**What needs to be done**: Only the text should be kept: print every entry below exactly and leave each image out.

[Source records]
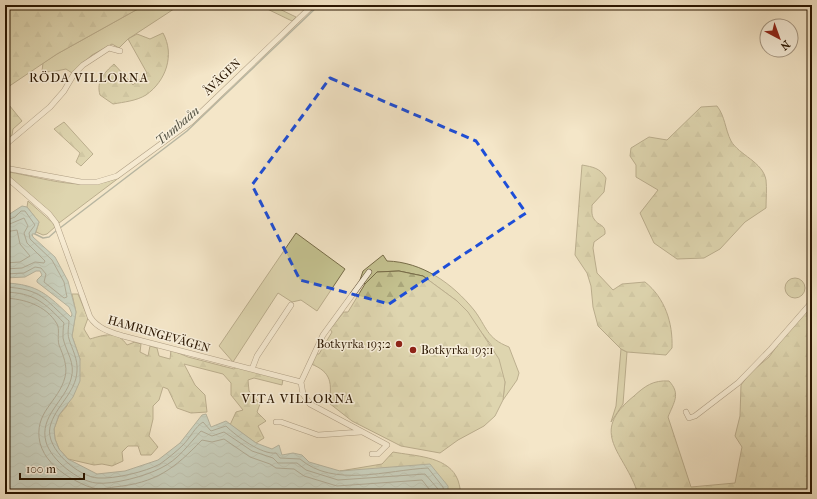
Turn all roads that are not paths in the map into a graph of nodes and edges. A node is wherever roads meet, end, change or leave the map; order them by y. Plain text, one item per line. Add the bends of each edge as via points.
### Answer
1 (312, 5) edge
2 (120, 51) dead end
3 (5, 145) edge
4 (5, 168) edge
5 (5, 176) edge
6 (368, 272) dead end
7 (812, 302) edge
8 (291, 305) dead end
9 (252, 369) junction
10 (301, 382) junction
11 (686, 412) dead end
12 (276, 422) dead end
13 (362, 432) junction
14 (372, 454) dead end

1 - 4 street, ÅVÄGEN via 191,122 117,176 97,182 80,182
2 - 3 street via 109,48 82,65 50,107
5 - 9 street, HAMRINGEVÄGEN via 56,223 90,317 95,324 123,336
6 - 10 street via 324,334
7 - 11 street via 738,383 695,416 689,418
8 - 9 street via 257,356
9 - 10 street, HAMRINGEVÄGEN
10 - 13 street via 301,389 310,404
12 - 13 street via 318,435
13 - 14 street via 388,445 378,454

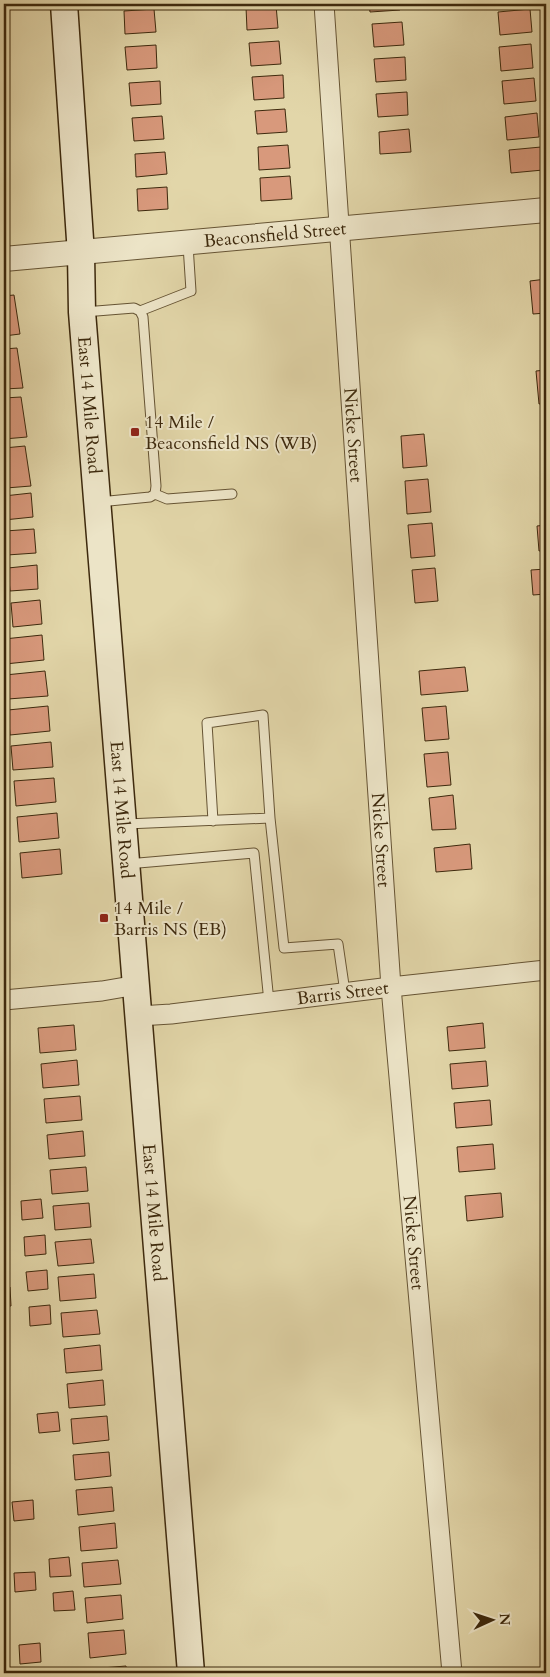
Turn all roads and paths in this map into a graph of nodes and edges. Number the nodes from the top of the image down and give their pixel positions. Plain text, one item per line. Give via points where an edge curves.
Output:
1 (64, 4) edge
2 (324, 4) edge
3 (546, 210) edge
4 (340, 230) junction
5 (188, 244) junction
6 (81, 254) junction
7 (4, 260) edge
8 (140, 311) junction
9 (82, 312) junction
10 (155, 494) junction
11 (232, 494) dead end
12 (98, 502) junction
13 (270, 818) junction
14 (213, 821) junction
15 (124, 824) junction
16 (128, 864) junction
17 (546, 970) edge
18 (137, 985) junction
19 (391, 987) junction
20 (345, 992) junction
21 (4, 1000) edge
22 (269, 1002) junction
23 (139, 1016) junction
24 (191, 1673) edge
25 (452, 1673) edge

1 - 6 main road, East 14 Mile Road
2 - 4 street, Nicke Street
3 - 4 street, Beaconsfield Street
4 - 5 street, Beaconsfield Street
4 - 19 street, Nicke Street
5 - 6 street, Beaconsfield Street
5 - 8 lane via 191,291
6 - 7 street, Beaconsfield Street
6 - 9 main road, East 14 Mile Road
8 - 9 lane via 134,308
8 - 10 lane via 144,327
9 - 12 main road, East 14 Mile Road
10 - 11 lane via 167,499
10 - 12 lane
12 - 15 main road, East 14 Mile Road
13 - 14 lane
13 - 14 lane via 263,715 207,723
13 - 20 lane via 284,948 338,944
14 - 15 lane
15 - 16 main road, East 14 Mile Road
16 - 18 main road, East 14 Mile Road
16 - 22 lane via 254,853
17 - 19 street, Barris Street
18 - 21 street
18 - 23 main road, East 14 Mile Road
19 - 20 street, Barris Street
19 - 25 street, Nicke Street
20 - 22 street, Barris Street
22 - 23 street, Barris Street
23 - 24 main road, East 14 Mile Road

**Solved problem**:
Turn all roads that are not paths in the map into a graph of nodes and edges. A node is wherever roads meet, end, change or leave the map; order them by y. Plain text, one item per line. Add the bends of each edge as via points.
### Answer
1 (312, 5) edge
2 (120, 51) dead end
3 (5, 145) edge
4 (5, 168) edge
5 (5, 176) edge
6 (368, 272) dead end
7 (812, 302) edge
8 (291, 305) dead end
9 (252, 369) junction
10 (301, 382) junction
11 (686, 412) dead end
12 (276, 422) dead end
13 (362, 432) junction
14 (372, 454) dead end

1 - 4 street, ÅVÄGEN via 191,122 117,176 97,182 80,182
2 - 3 street via 109,48 82,65 50,107
5 - 9 street, HAMRINGEVÄGEN via 56,223 90,317 95,324 123,336
6 - 10 street via 324,334
7 - 11 street via 738,383 695,416 689,418
8 - 9 street via 257,356
9 - 10 street, HAMRINGEVÄGEN
10 - 13 street via 301,389 310,404
12 - 13 street via 318,435
13 - 14 street via 388,445 378,454

Turn all roads and paths in this map into a graph of nodes and edges. Number the nodes from the top of the image down and give their pixel positions. Plain text, one item per line. Give via points where an edge curves.
Output:
1 (64, 4) edge
2 (324, 4) edge
3 (546, 210) edge
4 (340, 230) junction
5 (188, 244) junction
6 (81, 254) junction
7 (4, 260) edge
8 (140, 311) junction
9 (82, 312) junction
10 (155, 494) junction
11 (232, 494) dead end
12 (98, 502) junction
13 (270, 818) junction
14 (213, 821) junction
15 (124, 824) junction
16 (128, 864) junction
17 (546, 970) edge
18 (137, 985) junction
19 (391, 987) junction
20 (345, 992) junction
21 (4, 1000) edge
22 (269, 1002) junction
23 (139, 1016) junction
24 (191, 1673) edge
25 (452, 1673) edge

1 - 6 main road, East 14 Mile Road
2 - 4 street, Nicke Street
3 - 4 street, Beaconsfield Street
4 - 5 street, Beaconsfield Street
4 - 19 street, Nicke Street
5 - 6 street, Beaconsfield Street
5 - 8 lane via 191,291
6 - 7 street, Beaconsfield Street
6 - 9 main road, East 14 Mile Road
8 - 9 lane via 134,308
8 - 10 lane via 144,327
9 - 12 main road, East 14 Mile Road
10 - 11 lane via 167,499
10 - 12 lane
12 - 15 main road, East 14 Mile Road
13 - 14 lane
13 - 14 lane via 263,715 207,723
13 - 20 lane via 284,948 338,944
14 - 15 lane
15 - 16 main road, East 14 Mile Road
16 - 18 main road, East 14 Mile Road
16 - 22 lane via 254,853
17 - 19 street, Barris Street
18 - 21 street
18 - 23 main road, East 14 Mile Road
19 - 20 street, Barris Street
19 - 25 street, Nicke Street
20 - 22 street, Barris Street
22 - 23 street, Barris Street
23 - 24 main road, East 14 Mile Road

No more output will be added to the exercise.